Мастер поставил локоть на стол, подпер щеку рукой. Болтал напиток в стакане и смотрел, как он ловит свет.

— Знаете, леди, у моего народа тоже есть Четверо. Только они другие. Справедливо сказать, что люди переняли их от нас, только не смогли оставить суть нетронутой, и наполнили новым содержанием. Сделали подателями благ, защитниками и утешителями. Покровителями добродетельных, заступниками слабых. — Мастер, держа бокал в расслабленной руке, ткнул пальцем вверх. — Эльфийский же народ такой чуши выдумать не смог бы. Потому что умеет наблюдать. Если и есть какие-нибудь боги над миром, то это те нетронутые Четверо. Жадные, похотливые, переменчивые существа, жестокие и несправедливые. Как самая природа, как самый мир. Мир не подает благ, если молишься усердно. Так что надо поглядеть на это, — он обвел рукой трактир, — и подумать, кто это сотворил и каков он.

— Как вы мрачно на все смотрите.

— Не на все, — поправил Мастер. — И не мрачно, а сообразуясь с опытом. Природа состоит из вражды и похоти. Жизнь — из несправедливости и случайных событий и бед.

— Сложно поспорить, — сказала я, глотнув. По пищеводу поползло острожное тепло. — Но зачем почитать таких богов?

— Их и не почитают, — пожал Мастер плечом. — Они просто есть.

Разумно. Я прикрыла бокал ладонью, когда он предложил долить: хватит мне пока. Мастер же плеснул себе, но пить не стал. Глядел куда-то, в ему одному доступное, темными лисьими глазами. Долго глядел, мне стало скучно, я потянулась за бутылкой. Мастер отмер и налил сам. Сказал:

— Знаете, эту настойку мои сородичи пьют теплой. Я читал.

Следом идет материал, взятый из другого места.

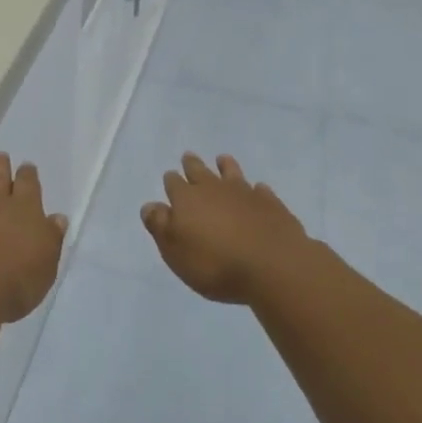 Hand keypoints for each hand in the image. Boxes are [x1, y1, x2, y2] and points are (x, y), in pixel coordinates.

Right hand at [141, 153, 311, 303]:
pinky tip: (257, 190)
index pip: (174, 184)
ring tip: (222, 160)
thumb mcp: (175, 252)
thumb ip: (160, 226)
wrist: (272, 265)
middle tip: (188, 157)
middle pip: (199, 171)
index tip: (170, 177)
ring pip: (231, 172)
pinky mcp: (270, 203)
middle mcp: (214, 189)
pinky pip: (260, 190)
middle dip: (191, 165)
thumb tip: (150, 205)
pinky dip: (256, 189)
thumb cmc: (215, 264)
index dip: (171, 181)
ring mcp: (244, 193)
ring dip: (225, 166)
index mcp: (187, 200) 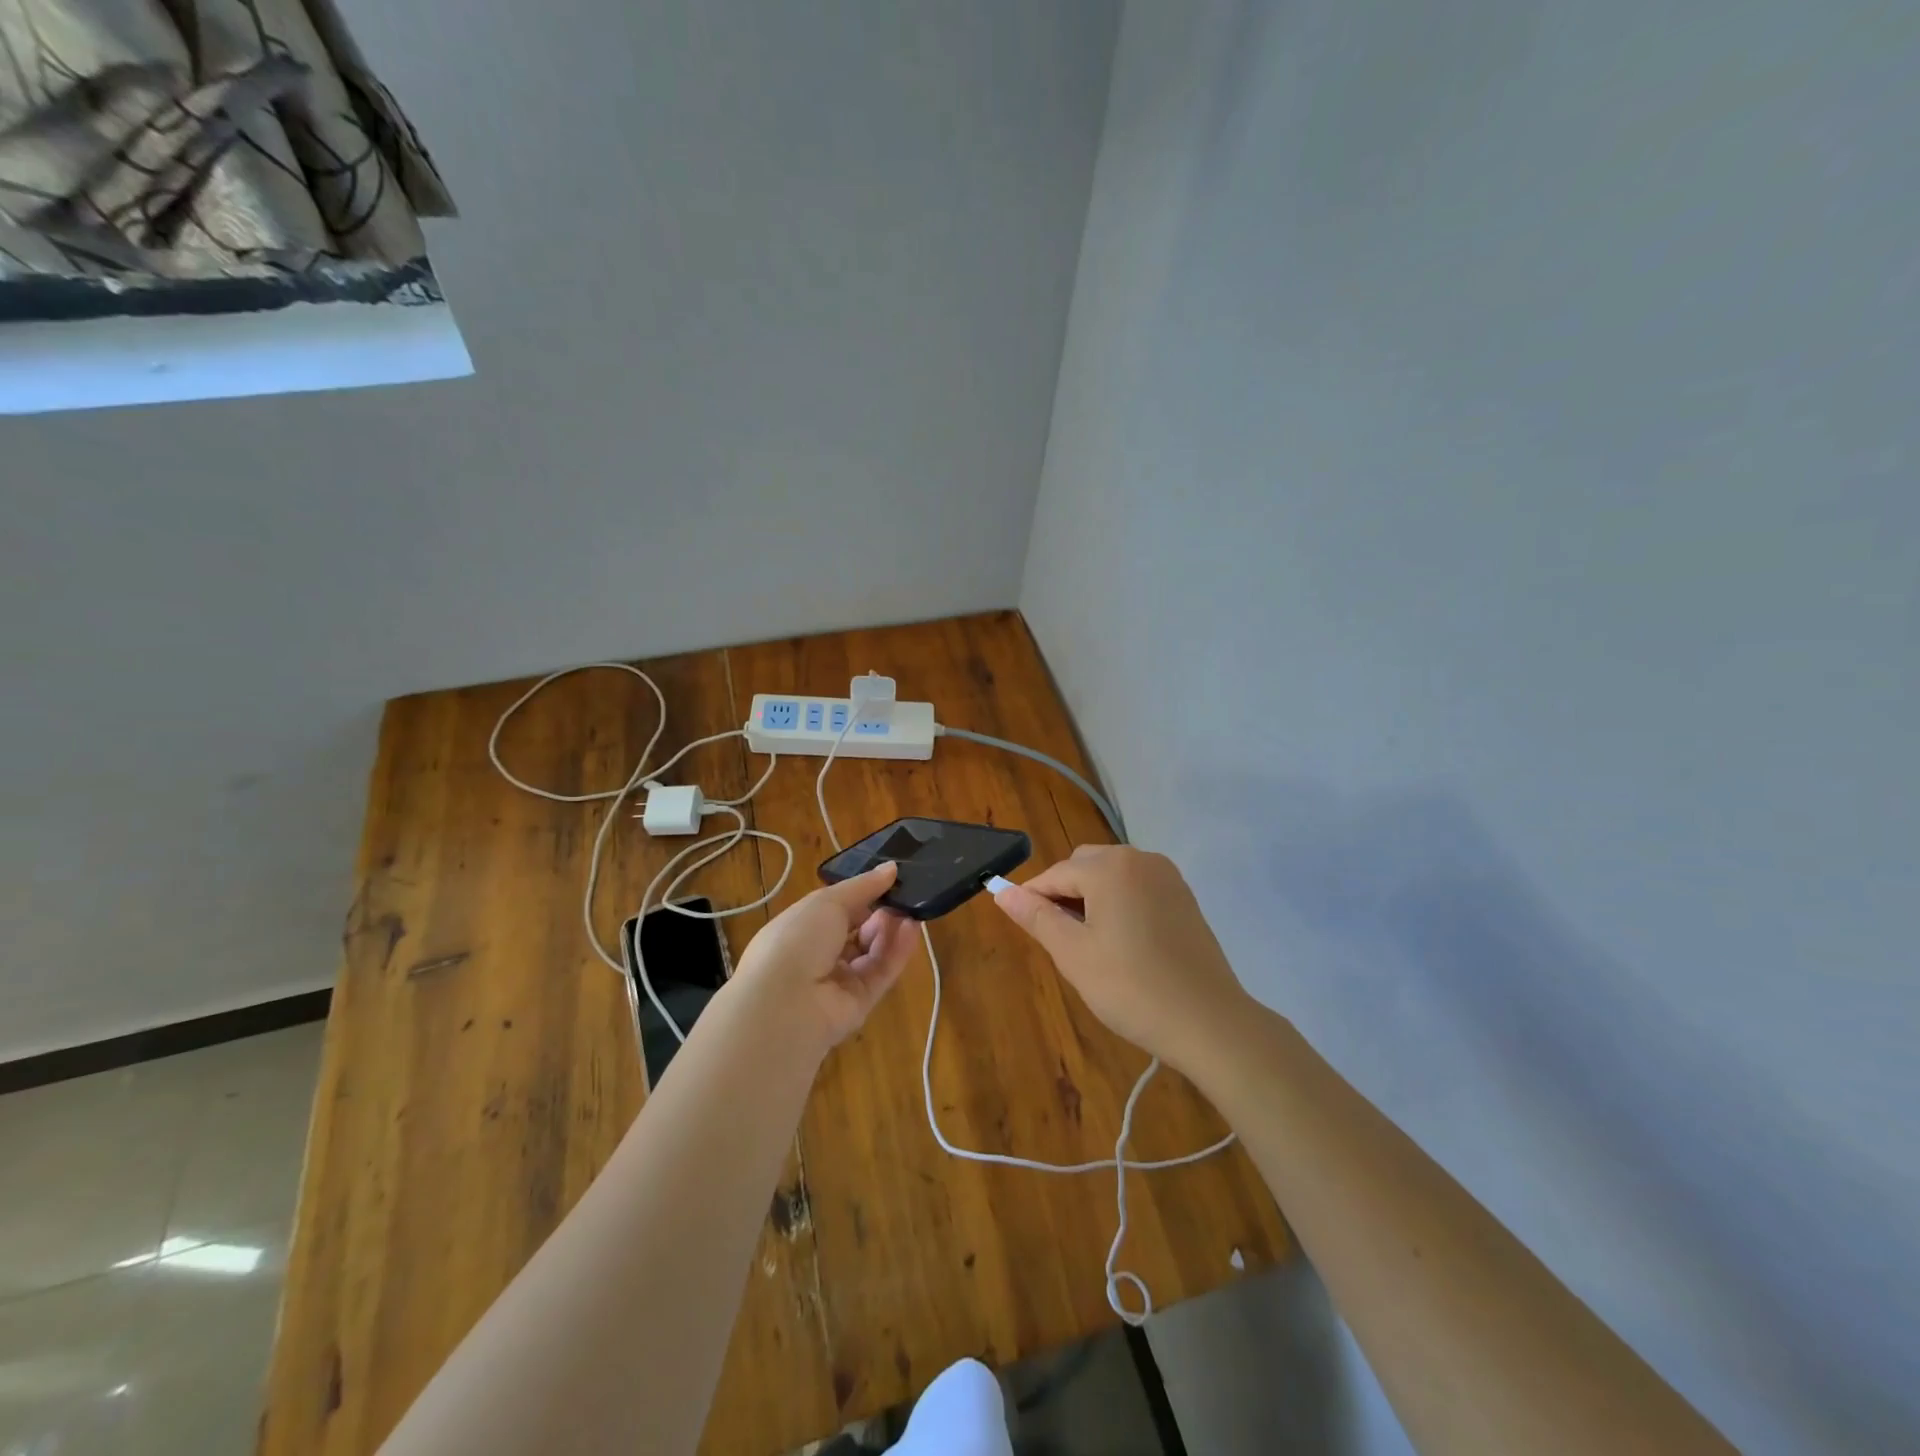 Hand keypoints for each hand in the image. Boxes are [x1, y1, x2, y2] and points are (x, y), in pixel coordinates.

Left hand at [732, 862, 917, 1052]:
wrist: (785, 1003)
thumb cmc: (798, 939)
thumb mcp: (827, 901)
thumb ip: (863, 886)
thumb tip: (891, 868)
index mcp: (802, 928)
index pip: (837, 909)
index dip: (862, 894)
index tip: (890, 879)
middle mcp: (819, 955)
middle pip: (858, 931)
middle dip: (880, 912)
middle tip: (903, 896)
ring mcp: (839, 981)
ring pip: (872, 952)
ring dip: (891, 930)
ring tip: (911, 910)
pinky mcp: (860, 1003)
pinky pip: (881, 973)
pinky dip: (897, 951)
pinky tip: (912, 929)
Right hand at [992, 845, 1250, 1072]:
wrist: (1209, 1022)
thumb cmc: (1132, 988)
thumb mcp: (1073, 954)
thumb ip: (1037, 917)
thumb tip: (1003, 892)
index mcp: (1111, 868)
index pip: (1055, 874)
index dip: (1031, 898)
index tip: (1018, 924)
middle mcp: (1140, 859)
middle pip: (1084, 866)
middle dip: (1064, 894)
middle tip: (1058, 940)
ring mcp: (1167, 877)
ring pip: (1111, 875)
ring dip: (1091, 898)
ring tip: (1089, 944)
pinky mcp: (1184, 897)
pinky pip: (1137, 887)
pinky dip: (1119, 903)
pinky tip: (1122, 943) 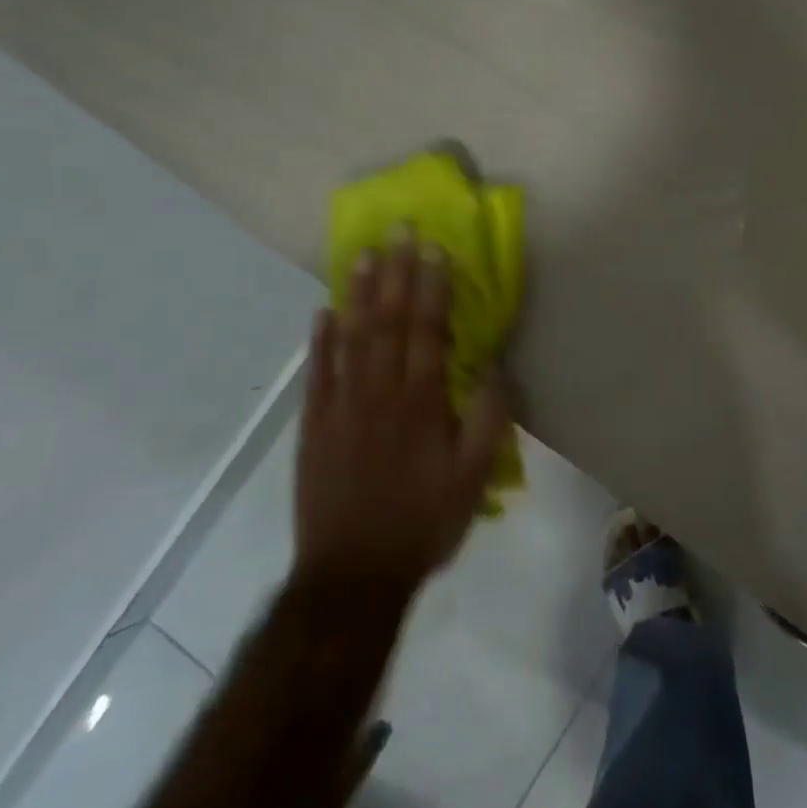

Я была всеми руками за то, чтобы соблюсти пищевые традиции, отдала Мастеру свой стакан, он подержал в ладонях и вернул мне — теплый, и питье стало чуть теплое, меньше пахло спиртным и больше — неизвестной мне свежей и чуть сладкой растительностью.

— Скучаете по своему народу?

Обычно момент, когда веселая попойка переходит в грустную со слезами, наступает сам, но я не могла не поторопить, верно же? Язык мой! Я уткнулась в бокал, а Мастер, вопреки ожиданиям, пожал плечом, сказал безразлично:

— Я никогда его не видел. В количестве, достаточном, чтобы это было можно назвать народом.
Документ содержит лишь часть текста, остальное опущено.